Researchers at Columbia University in New York have developed a way to carry treatments for neurological conditions such as amyotrophic lateral sclerosis (ALS) to areas of the brain they would otherwise be unable to reach.
Their targeted approach to overcoming what is known as the blood-brain barrier also reduces the potential for side effects from the therapies affecting other parts of the body, which can happen as treatments travel through the circulatory system.
The team, led by Dr. Elisa E Konofagou, embedded the treatments in small fat bubbles, then used ultrasound to oscillate the bubbles, making them bigger.
When the bubbles reached the critical size of eight microns, they were able to open the blood-brain barrier and cross it, allowing the therapies to reach the brain areas where they were needed.
“We’ve made a step forward by incorporating the substance we’re interested in into the lipid (fatty acid) coating of the microbubbles,” Dr. Carlos Sierra, the first author of the study, said in a press release. “This makes the substance stay adhered to the microbubbles and prevents it circulating freely through the body.”
The study, “Lipid microbubbles as a vehicle for targeted drug delivery using focused ultrasound-induced blood-brain barrier opening,” was published in the Journal of Cerebral Blood Flow and Metabolism.
Researchers used a fluorescent molecule, which shows up easily under a microscope, to see if the technique would work in mice.

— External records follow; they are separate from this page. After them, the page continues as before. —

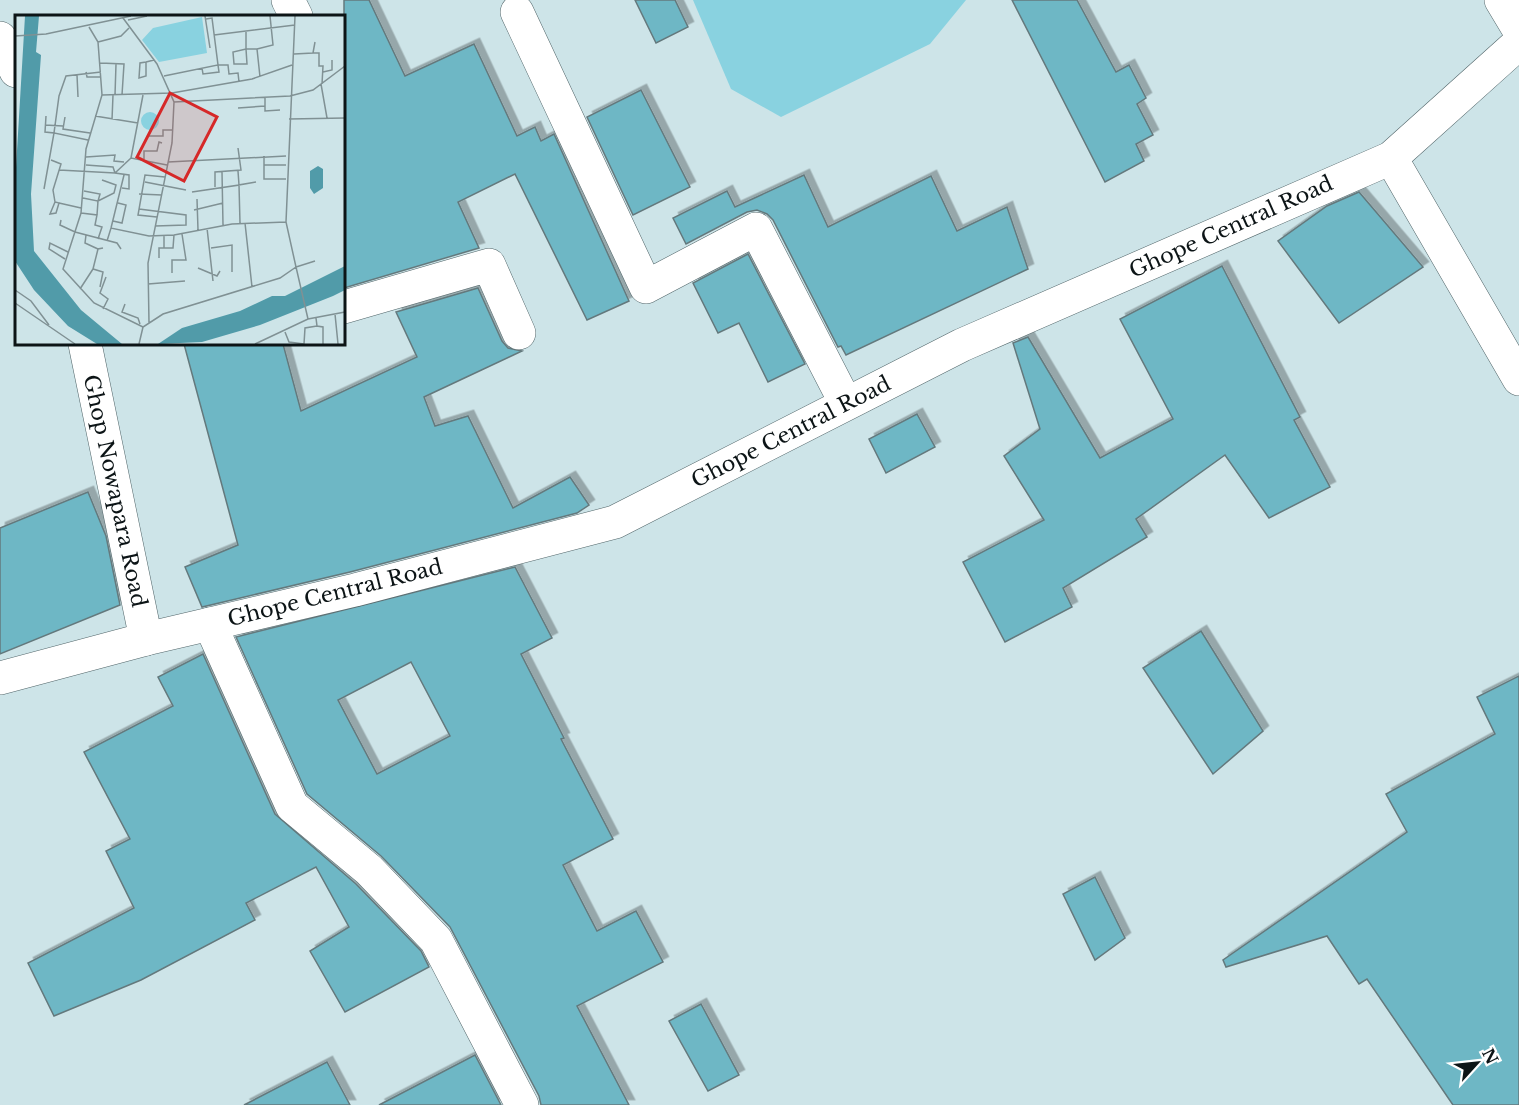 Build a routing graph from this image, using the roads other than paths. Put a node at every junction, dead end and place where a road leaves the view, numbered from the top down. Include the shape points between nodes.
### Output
1 (288, 0) edge
2 (1501, 0) edge
3 (517, 12) dead end
4 (296, 15) edge
5 (1519, 30) edge
6 (0, 38) edge
7 (1519, 43) edge
8 (15, 69) edge
9 (1391, 158) junction
10 (345, 307) edge
11 (519, 333) dead end
12 (85, 345) edge
13 (1519, 379) edge
14 (840, 392) dead end
15 (210, 624) junction
16 (146, 639) junction
17 (0, 678) edge
18 (522, 1105) edge

1 - 4 street
2 - 5 street
3 - 14 street via 646,287 756,229
6 - 8 street
7 - 9 street, Ghope Central Road
9 - 13 street
9 - 15 street, Ghope Central Road via 962,345 615,522
10 - 11 street via 489,265
12 - 16 street, Ghop Nowapara Road
15 - 16 street, Ghope Central Road
15 - 18 street via 292,806 369,870 436,940
16 - 17 street, Ghope Central Road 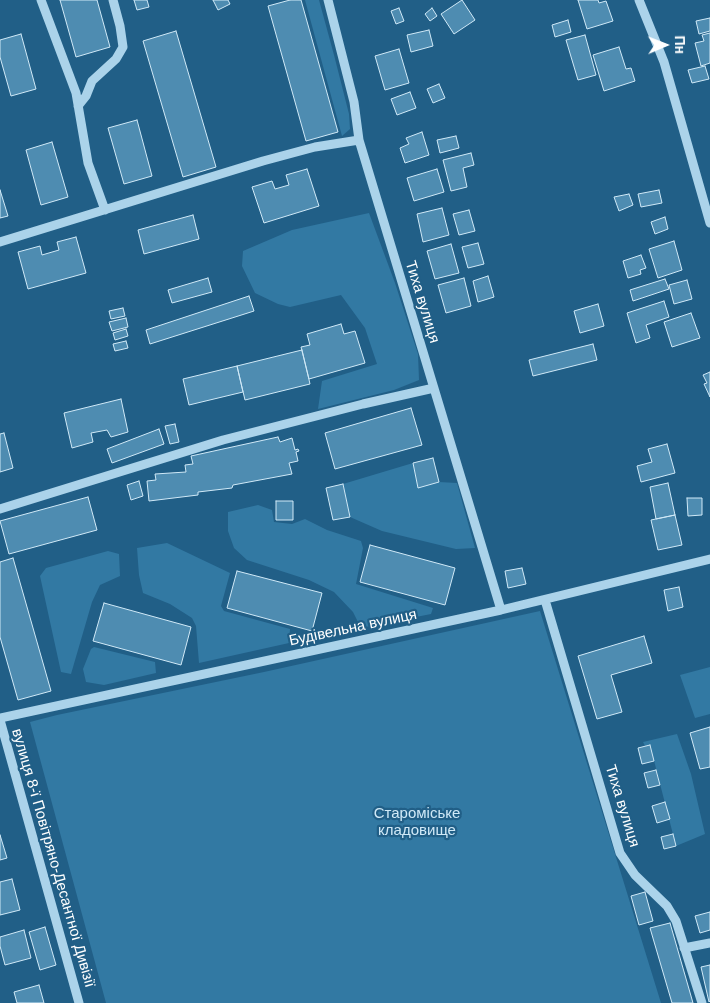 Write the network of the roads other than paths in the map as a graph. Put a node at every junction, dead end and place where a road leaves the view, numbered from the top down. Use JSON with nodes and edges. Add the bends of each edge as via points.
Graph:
{"nodes":[{"id":1,"x":41,"y":0,"type":"edge"},
{"id":2,"x":114,"y":0,"type":"edge"},
{"id":3,"x":328,"y":0,"type":"edge"},
{"id":4,"x":639,"y":0,"type":"edge"},
{"id":5,"x":78,"y":106,"type":"junction"},
{"id":6,"x":359,"y":140,"type":"junction"},
{"id":7,"x":105,"y":210,"type":"junction"},
{"id":8,"x":710,"y":223,"type":"edge"},
{"id":9,"x":0,"y":242,"type":"edge"},
{"id":10,"x":434,"y":388,"type":"junction"},
{"id":11,"x":0,"y":509,"type":"edge"},
{"id":12,"x":710,"y":560,"type":"edge"},
{"id":13,"x":545,"y":600,"type":"junction"},
{"id":14,"x":502,"y":610,"type":"junction"},
{"id":15,"x":0,"y":719,"type":"edge"},
{"id":16,"x":710,"y":943,"type":"edge"},
{"id":17,"x":684,"y":948,"type":"junction"},
{"id":18,"x":79,"y":1003,"type":"edge"},
{"id":19,"x":702,"y":1003,"type":"edge"}],
"edges":[{"from":1,"to":5,"type":"street"},
{"from":2,"to":5,"type":"street","via":[[122,47],[116,59],[92,81]]},
{"from":3,"to":6,"type":"street","name":"Тиха вулиця","via":[[354,102]]},
{"from":4,"to":8,"type":"street","via":[[664,62]]},
{"from":5,"to":7,"type":"street","via":[[88,163]]},
{"from":6,"to":7,"type":"street","via":[[315,147],[263,161]]},
{"from":6,"to":10,"type":"street","name":"Тиха вулиця"},
{"from":7,"to":9,"type":"street"},
{"from":10,"to":11,"type":"street","via":[[223,440]]},
{"from":10,"to":14,"type":"street","name":"Тиха вулиця"},
{"from":12,"to":13,"type":"street","name":"Будівельна вулиця"},
{"from":13,"to":14,"type":"street","name":"Будівельна вулиця"},
{"from":13,"to":17,"type":"street","name":"Тиха вулиця","via":[[620,853],[635,874],[667,906]]},
{"from":14,"to":15,"type":"street","name":"Будівельна вулиця"},
{"from":15,"to":18,"type":"street","name":"вулиця 8-ї Повітряно-Десантної Дивізії"},
{"from":16,"to":17,"type":"street"},
{"from":17,"to":19,"type":"street","name":"Тиха вулиця"}]} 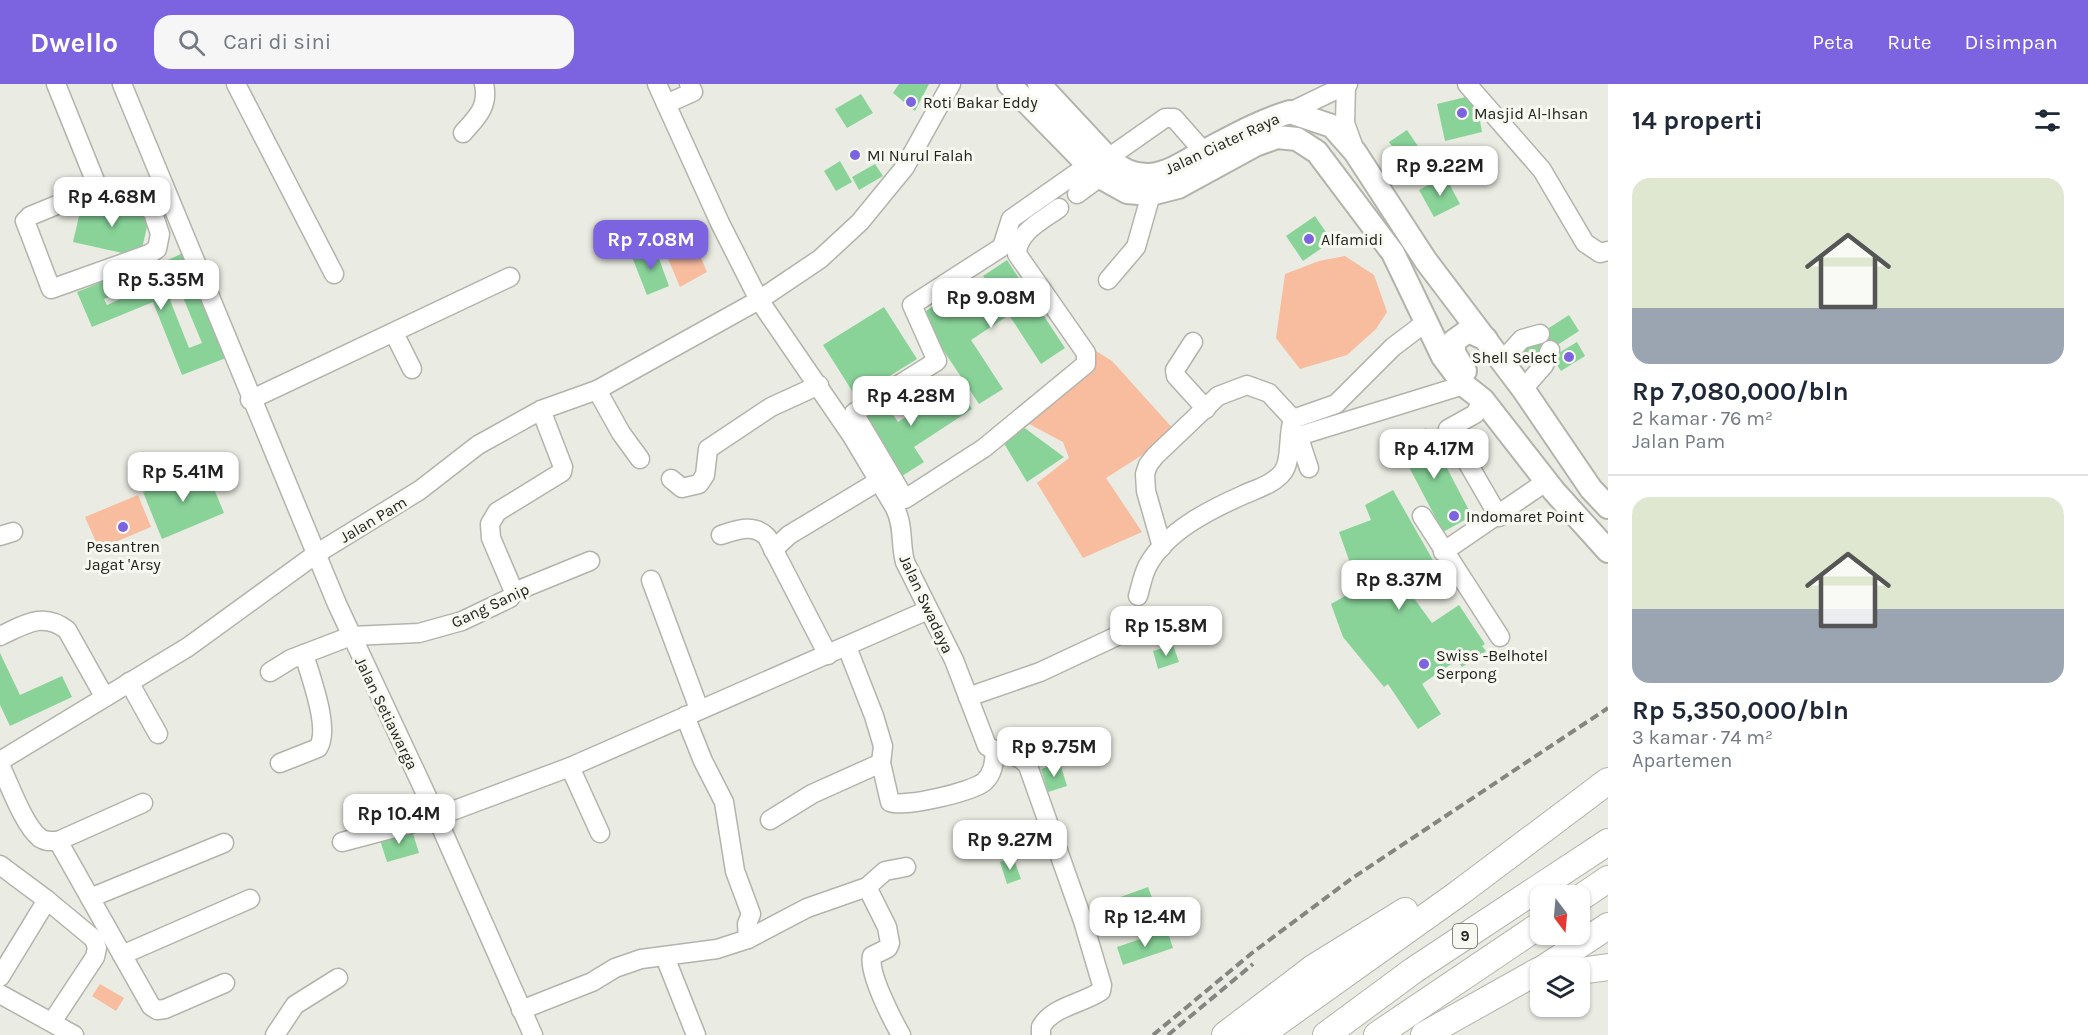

The microbubbles reached the brain without affecting other parts of the animals’ body.
They also identified the level of ultrasound frequency needed for the molecule to reach its target.
The team believes the technique — if successful in tests the researchers are planning to do in monkeys — could be used not only to treat ALS but also other neurological conditions, such as Parkinson’s, Alzheimer’s and Huntington’s disease. It might also treat brain tumors, strokes, and multiple sclerosis.
If it can be adopted to use in patients, the researches believe the technique will lead to better treatments and fewer side effects.
The blood-brain barrier is a defense mechanism that prevents bacteria, viruses, and fungi from reaching the brain. But it blocks neurological therapies as well.
Scientists have had little success with other approaches to the problem, including injecting a treatment directly into the skull, gene therapy, and chemically modifying treatments.